● **What the task requires**
Could you find each line of the data below that contains the word "graph" and copy those lines?

● **Extracted data**
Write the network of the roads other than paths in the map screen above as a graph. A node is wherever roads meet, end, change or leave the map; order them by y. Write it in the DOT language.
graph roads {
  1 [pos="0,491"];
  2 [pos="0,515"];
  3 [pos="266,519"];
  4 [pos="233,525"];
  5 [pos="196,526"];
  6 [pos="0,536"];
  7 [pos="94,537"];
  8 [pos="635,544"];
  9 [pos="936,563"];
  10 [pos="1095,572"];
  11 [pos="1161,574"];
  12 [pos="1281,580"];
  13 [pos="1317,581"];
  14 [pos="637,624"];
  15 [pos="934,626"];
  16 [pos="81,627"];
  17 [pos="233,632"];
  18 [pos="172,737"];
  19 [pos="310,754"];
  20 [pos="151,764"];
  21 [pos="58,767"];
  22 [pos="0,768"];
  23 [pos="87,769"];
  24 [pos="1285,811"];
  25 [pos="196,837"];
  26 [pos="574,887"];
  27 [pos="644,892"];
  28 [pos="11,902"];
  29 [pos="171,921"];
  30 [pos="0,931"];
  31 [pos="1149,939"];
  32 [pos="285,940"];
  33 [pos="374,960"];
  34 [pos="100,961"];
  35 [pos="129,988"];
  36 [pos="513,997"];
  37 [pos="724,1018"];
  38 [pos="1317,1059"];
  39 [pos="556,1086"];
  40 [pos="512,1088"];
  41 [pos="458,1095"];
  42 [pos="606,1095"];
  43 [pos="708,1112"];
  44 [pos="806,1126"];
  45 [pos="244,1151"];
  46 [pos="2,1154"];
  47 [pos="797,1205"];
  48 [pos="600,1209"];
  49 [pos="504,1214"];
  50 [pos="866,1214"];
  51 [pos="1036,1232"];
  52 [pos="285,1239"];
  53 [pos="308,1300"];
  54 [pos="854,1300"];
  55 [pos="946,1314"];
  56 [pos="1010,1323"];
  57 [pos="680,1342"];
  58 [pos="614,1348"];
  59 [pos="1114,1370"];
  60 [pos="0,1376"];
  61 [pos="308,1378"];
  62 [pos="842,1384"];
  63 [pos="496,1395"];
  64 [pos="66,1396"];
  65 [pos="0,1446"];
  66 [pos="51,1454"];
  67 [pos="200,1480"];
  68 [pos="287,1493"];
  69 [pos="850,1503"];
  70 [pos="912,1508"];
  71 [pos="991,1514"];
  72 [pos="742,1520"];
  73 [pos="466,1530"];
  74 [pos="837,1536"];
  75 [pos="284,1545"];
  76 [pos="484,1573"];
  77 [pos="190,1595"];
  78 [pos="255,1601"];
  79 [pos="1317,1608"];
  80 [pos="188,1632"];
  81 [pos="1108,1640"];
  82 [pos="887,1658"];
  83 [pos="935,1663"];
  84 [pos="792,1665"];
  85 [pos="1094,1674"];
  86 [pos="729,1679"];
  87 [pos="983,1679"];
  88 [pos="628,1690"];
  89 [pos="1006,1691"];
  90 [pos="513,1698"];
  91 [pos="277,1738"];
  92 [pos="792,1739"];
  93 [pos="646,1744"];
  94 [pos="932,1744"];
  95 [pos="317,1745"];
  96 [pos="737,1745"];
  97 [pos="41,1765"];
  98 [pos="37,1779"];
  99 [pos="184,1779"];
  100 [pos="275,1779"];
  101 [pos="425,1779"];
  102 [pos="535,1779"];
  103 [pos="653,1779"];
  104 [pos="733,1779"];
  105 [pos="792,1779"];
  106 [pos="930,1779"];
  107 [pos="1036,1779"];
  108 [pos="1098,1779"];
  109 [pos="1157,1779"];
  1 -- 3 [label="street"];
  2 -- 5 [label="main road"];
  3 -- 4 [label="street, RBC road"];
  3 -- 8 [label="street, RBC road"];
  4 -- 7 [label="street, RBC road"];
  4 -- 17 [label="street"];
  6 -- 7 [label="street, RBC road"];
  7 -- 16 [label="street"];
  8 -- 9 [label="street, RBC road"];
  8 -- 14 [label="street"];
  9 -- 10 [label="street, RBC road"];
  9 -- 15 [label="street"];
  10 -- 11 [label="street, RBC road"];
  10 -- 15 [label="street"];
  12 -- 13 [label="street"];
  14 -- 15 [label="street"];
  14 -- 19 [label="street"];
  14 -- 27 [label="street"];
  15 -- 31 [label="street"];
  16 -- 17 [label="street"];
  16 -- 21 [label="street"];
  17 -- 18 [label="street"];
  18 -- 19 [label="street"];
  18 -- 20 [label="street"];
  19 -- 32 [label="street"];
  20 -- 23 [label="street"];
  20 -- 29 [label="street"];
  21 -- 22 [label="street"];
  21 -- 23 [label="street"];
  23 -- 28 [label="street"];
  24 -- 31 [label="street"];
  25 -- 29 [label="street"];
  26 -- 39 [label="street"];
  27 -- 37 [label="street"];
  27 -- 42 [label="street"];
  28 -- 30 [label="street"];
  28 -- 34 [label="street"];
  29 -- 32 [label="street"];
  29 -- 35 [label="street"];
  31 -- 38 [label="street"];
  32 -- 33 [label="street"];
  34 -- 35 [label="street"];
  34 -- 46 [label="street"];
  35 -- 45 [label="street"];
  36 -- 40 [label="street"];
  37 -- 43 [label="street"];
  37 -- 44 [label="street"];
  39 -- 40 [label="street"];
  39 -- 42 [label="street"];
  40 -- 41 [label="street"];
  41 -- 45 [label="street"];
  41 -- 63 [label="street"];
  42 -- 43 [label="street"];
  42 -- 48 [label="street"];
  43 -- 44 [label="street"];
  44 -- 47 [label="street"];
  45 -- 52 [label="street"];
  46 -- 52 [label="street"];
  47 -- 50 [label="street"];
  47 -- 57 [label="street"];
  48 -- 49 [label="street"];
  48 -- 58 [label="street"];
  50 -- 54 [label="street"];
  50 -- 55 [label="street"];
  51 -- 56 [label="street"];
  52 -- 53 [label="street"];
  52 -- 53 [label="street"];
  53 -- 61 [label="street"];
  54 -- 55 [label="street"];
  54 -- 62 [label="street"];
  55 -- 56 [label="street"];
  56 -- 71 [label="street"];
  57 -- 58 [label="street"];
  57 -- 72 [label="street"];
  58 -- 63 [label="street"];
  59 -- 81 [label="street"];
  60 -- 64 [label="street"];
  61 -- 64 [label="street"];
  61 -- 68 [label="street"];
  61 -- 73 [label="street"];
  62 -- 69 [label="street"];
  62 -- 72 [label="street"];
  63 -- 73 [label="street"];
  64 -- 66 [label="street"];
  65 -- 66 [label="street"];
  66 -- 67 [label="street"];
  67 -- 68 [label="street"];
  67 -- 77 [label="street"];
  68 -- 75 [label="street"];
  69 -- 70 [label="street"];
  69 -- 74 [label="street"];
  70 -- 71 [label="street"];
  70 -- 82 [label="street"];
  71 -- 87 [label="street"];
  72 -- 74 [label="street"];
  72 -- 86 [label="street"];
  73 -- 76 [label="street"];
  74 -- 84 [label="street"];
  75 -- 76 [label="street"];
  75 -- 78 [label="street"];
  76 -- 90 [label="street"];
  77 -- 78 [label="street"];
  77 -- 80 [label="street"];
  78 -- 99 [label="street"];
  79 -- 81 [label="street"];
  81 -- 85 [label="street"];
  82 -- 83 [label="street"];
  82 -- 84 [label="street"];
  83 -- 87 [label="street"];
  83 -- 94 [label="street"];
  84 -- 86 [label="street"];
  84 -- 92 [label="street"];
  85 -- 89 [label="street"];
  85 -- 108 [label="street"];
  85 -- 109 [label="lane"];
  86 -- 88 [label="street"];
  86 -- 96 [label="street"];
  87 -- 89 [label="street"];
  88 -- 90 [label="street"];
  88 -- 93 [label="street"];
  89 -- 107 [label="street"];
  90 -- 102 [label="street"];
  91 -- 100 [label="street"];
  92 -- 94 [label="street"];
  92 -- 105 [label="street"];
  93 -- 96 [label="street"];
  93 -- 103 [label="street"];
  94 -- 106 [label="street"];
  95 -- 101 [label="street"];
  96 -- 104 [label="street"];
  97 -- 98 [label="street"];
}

● **Solved problem**
Write the network of the roads other than paths in the map screen above as a graph. A node is wherever roads meet, end, change or leave the map; order them by y. Write it in the DOT language.
graph roads {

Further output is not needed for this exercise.